Come college recruiting time, however, a 6-foot white kid from a suburban private school made nary a blip on the big-program radar. In the end, just three offers came in, the best of them from Marist, a mid-major backwater known solely as the answer to the basketball trivia question, Where did Rik Smits play in college?
We Jordan watchers felt dissed and wounded. The big world was trash-talking us. The greatest star in your cosmos, it taunted us, is barely a pinprick in ours. You don't want to believe that taunt -- but part of you does believe it, and you are humbled. There's something Homeric to this humbling, going back to the days of wandering bards who awed villagers with songs of the distant dangerous world and its monsters. What did we really know, after all, about the realms of elite college basketball?
Jared worked hard to show the big schools they'd been wrong. Early in his freshman year, he cracked Marist's starting lineup; by midseason he was leading it in minutes. I'd run into a Kingswood friend at the gym. Is he showing these bastards, we'd say to each other, or what? In Connecticut this means one thing -- making Jim Calhoun sorry he never looked at you. How about our boy going head-to-head against Chris Thomas of Notre Dame and playing him evenly? Or scoring 32 against Iona as a sophomore? Or dishing out 11 assists to beat St. John's in Madison Square Garden?
Even Calhoun may have noticed when Jared conquered the Hartford Pro-Am summer league. The Pro-Am is our Rucker League, packed with NBA prospects, its up-tempo games played before rowdy urban crowds; the list of players over the years includes Marcus Camby, Ray Allen, Michael Finley, Ben Gordon and Luol Deng. Last summer, as point guard for Jive Records, Jared's squad lost in the semis of the tourney (against a team headed by Ryan Gomes of the Celtics) but still won the league MVP award.

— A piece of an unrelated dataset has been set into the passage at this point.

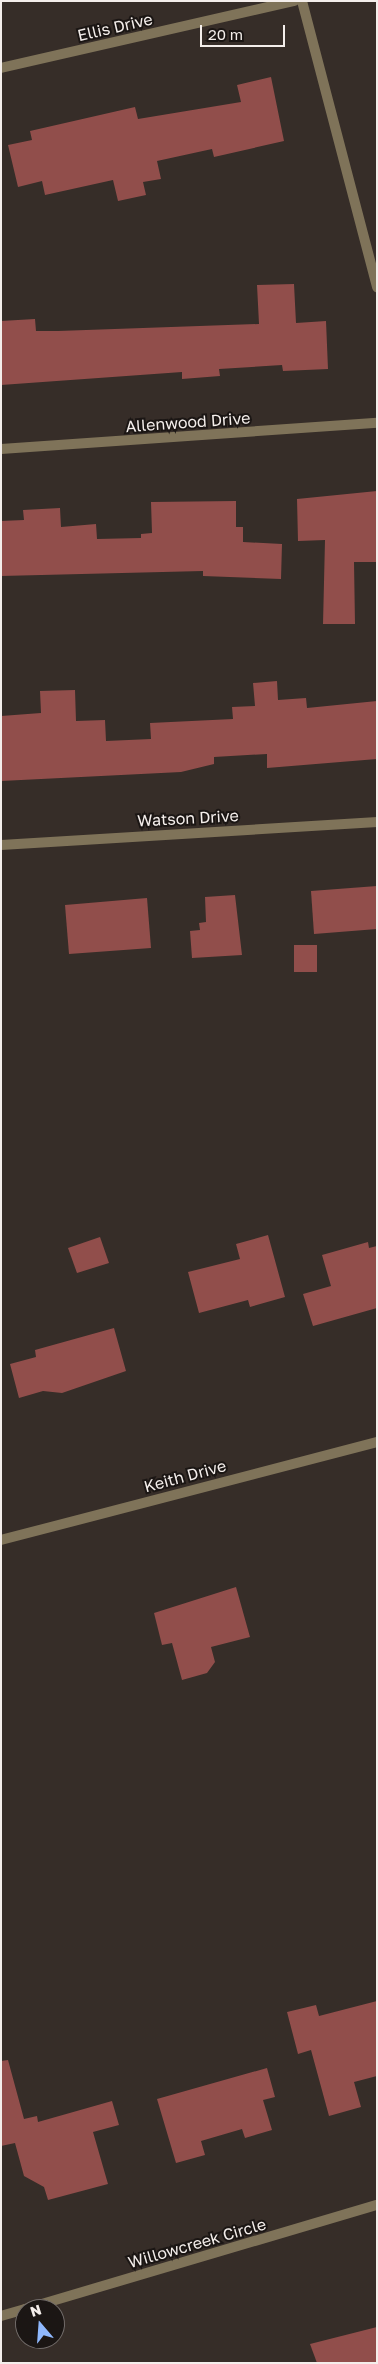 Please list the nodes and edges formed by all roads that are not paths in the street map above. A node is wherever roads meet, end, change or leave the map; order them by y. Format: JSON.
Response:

And then came Thanksgiving and the Old Spice Classic in Orlando. Three Marist games in four days, all on ESPN. For Jordan fanatics around Hartford's West End it was feast and feast again. When Jared followed Orlando with a two-game spree of 56 points and 18 assists against Old Dominion and Richmond, the accolades came pouring in. Dick Vitale named him his Player of the Week. Internet NBA draft sites began including him on their lists of darkhorse first-rounders. Around Christmas I ran into Mike Jordan, out walking the family's German shepherd. Life had gotten crazy, he said. Agents were calling daily. Nine scouts were headed to Jared's next game. "He's the same player he was six months ago, but now everyone's paying attention."